### Activity
Without the pictures, give every record again exactly.

### Records provided
***

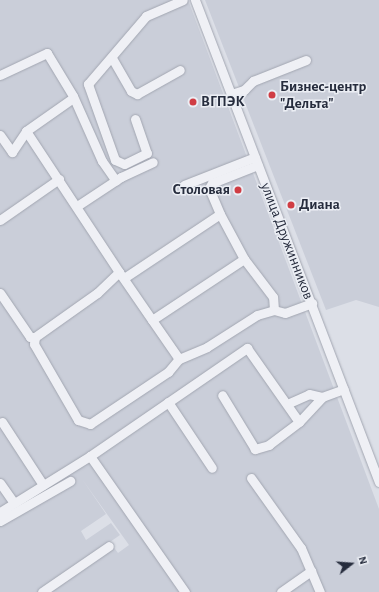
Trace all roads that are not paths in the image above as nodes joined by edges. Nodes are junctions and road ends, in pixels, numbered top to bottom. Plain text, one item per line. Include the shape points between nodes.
1 (183, 0) edge
2 (195, 0) edge
3 (112, 58) junction
4 (306, 60) dead end
5 (180, 70) dead end
6 (0, 75) edge
7 (231, 94) junction
8 (73, 98) junction
9 (135, 119) dead end
10 (26, 131) junction
11 (0, 135) edge
12 (257, 161) junction
13 (153, 162) dead end
14 (60, 179) junction
15 (116, 181) junction
16 (184, 185) dead end
17 (77, 206) junction
18 (220, 214) junction
19 (0, 220) edge
20 (244, 259) junction
21 (122, 275) junction
22 (0, 293) edge
23 (312, 303) junction
24 (274, 310) junction
25 (152, 320) junction
26 (35, 337) junction
27 (179, 359) junction
28 (344, 389) junction
29 (222, 396) dead end
30 (322, 398) junction
31 (168, 402) junction
32 (286, 404) junction
33 (2, 422) dead end
34 (299, 422) junction
35 (90, 456) junction
36 (212, 468) dead end
37 (251, 478) dead end
38 (70, 481) dead end
39 (0, 482) edge
40 (379, 482) edge
41 (43, 485) junction
42 (14, 503) junction
43 (0, 512) edge
44 (0, 521) edge
45 (109, 546) dead end
46 (311, 571) junction
47 (42, 592) edge
48 (185, 592) edge
49 (281, 592) edge
50 (320, 592) edge

1 - 3 street via 146,16
2 - 7 street, улица Дружинников
3 - 5 street via 132,92 137,94
3 - 9 street via 88,84 115,160 124,164 147,153
4 - 7 street via 253,80 244,90
6 - 8 street via 46,53
7 - 12 street, улица Дружинников
8 - 10 street
8 - 15 street via 102,161
10 - 11 street via 12,152
10 - 14 street
12 - 16 street
12 - 18 street via 238,175 212,183 209,188
12 - 23 street, улица Дружинников
13 - 15 street
14 - 17 street
14 - 19 street
15 - 17 street
17 - 21 street
18 - 20 street
18 - 21 street
20 - 24 street via 273,297
20 - 25 street
21 - 25 street
21 - 26 street
22 - 26 street via 30,337
23 - 24 street via 285,313
23 - 28 street, улица Дружинников
24 - 27 street via 257,315 207,347
25 - 27 street
26 - 27 street via 36,352 83,424 90,424 168,372
28 - 30 street
28 - 40 street, улица Дружинников
29 - 34 street via 255,449 269,445
30 - 32 street via 309,394
30 - 34 street
31 - 32 street via 247,348
31 - 35 street
31 - 36 street
32 - 34 street
33 - 41 street
35 - 41 street
35 - 48 street
37 - 46 street via 301,548
38 - 44 street
39 - 42 street
41 - 42 street
42 - 43 street
45 - 47 street
46 - 49 street
46 - 50 street

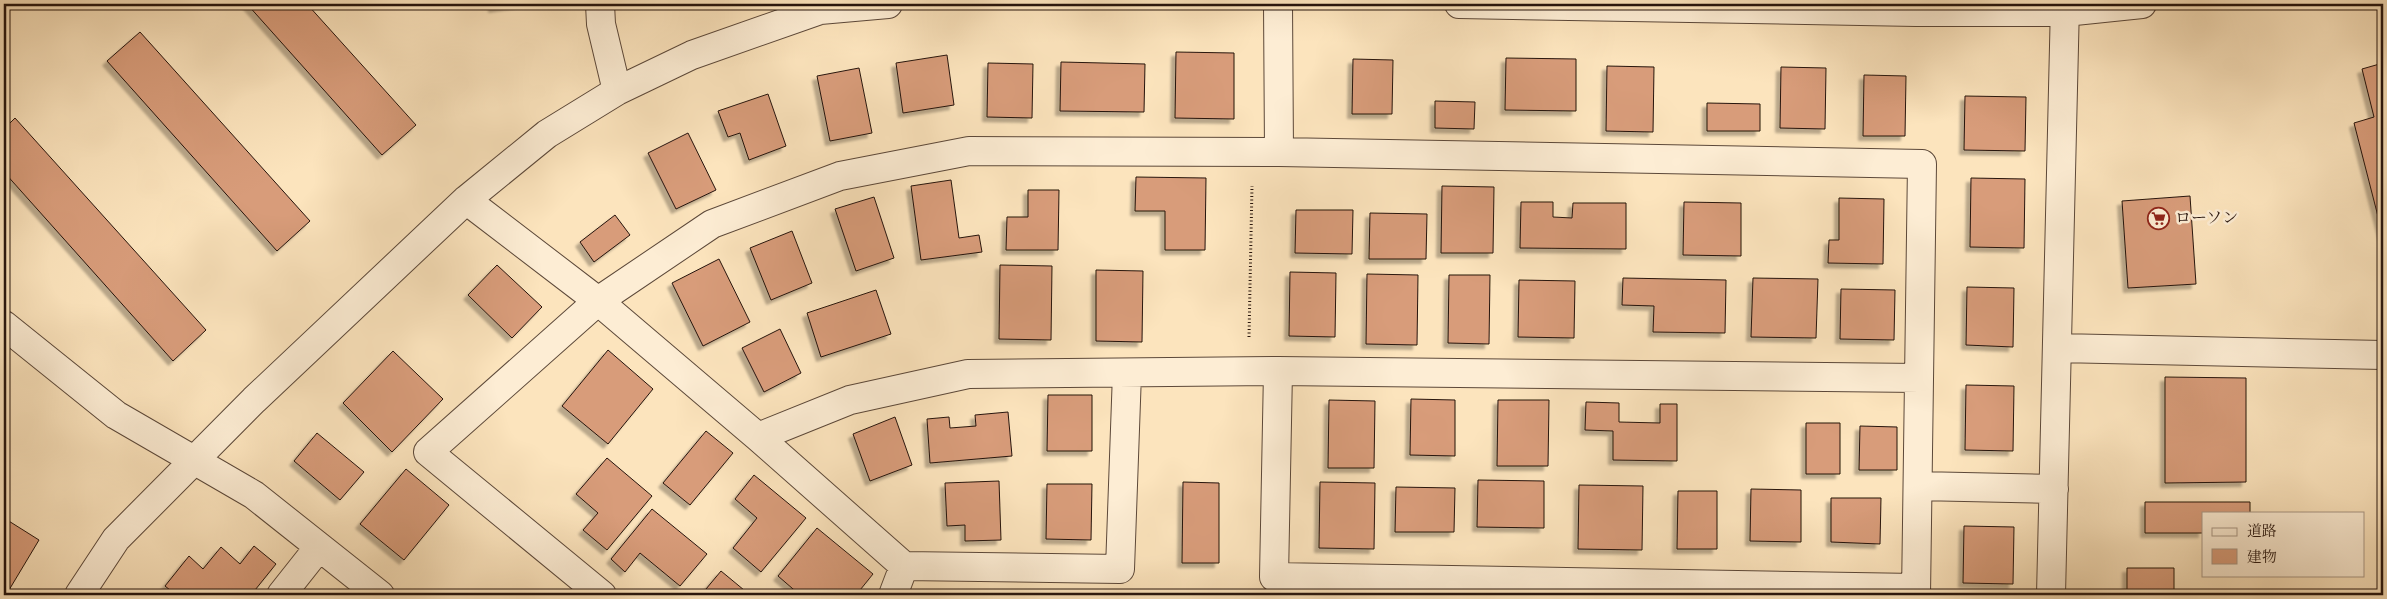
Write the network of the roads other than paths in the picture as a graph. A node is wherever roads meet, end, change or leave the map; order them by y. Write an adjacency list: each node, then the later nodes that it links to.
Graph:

***

### Expected answer
Trace all roads that are not paths in the image above as nodes joined by edges. Nodes are junctions and road ends, in pixels, numbered top to bottom. Plain text, one item per line. Include the shape points between nodes.
1 (183, 0) edge
2 (195, 0) edge
3 (112, 58) junction
4 (306, 60) dead end
5 (180, 70) dead end
6 (0, 75) edge
7 (231, 94) junction
8 (73, 98) junction
9 (135, 119) dead end
10 (26, 131) junction
11 (0, 135) edge
12 (257, 161) junction
13 (153, 162) dead end
14 (60, 179) junction
15 (116, 181) junction
16 (184, 185) dead end
17 (77, 206) junction
18 (220, 214) junction
19 (0, 220) edge
20 (244, 259) junction
21 (122, 275) junction
22 (0, 293) edge
23 (312, 303) junction
24 (274, 310) junction
25 (152, 320) junction
26 (35, 337) junction
27 (179, 359) junction
28 (344, 389) junction
29 (222, 396) dead end
30 (322, 398) junction
31 (168, 402) junction
32 (286, 404) junction
33 (2, 422) dead end
34 (299, 422) junction
35 (90, 456) junction
36 (212, 468) dead end
37 (251, 478) dead end
38 (70, 481) dead end
39 (0, 482) edge
40 (379, 482) edge
41 (43, 485) junction
42 (14, 503) junction
43 (0, 512) edge
44 (0, 521) edge
45 (109, 546) dead end
46 (311, 571) junction
47 (42, 592) edge
48 (185, 592) edge
49 (281, 592) edge
50 (320, 592) edge

1 - 3 street via 146,16
2 - 7 street, улица Дружинников
3 - 5 street via 132,92 137,94
3 - 9 street via 88,84 115,160 124,164 147,153
4 - 7 street via 253,80 244,90
6 - 8 street via 46,53
7 - 12 street, улица Дружинников
8 - 10 street
8 - 15 street via 102,161
10 - 11 street via 12,152
10 - 14 street
12 - 16 street
12 - 18 street via 238,175 212,183 209,188
12 - 23 street, улица Дружинников
13 - 15 street
14 - 17 street
14 - 19 street
15 - 17 street
17 - 21 street
18 - 20 street
18 - 21 street
20 - 24 street via 273,297
20 - 25 street
21 - 25 street
21 - 26 street
22 - 26 street via 30,337
23 - 24 street via 285,313
23 - 28 street, улица Дружинников
24 - 27 street via 257,315 207,347
25 - 27 street
26 - 27 street via 36,352 83,424 90,424 168,372
28 - 30 street
28 - 40 street, улица Дружинников
29 - 34 street via 255,449 269,445
30 - 32 street via 309,394
30 - 34 street
31 - 32 street via 247,348
31 - 35 street
31 - 36 street
32 - 34 street
33 - 41 street
35 - 41 street
35 - 48 street
37 - 46 street via 301,548
38 - 44 street
39 - 42 street
41 - 42 street
42 - 43 street
45 - 47 street
46 - 49 street
46 - 50 street

Write the network of the roads other than paths in the picture as a graph. A node is wherever roads meet, end, change or leave the map; order them by y. Write an adjacency list: each node, then the later nodes that it links to.
Graph:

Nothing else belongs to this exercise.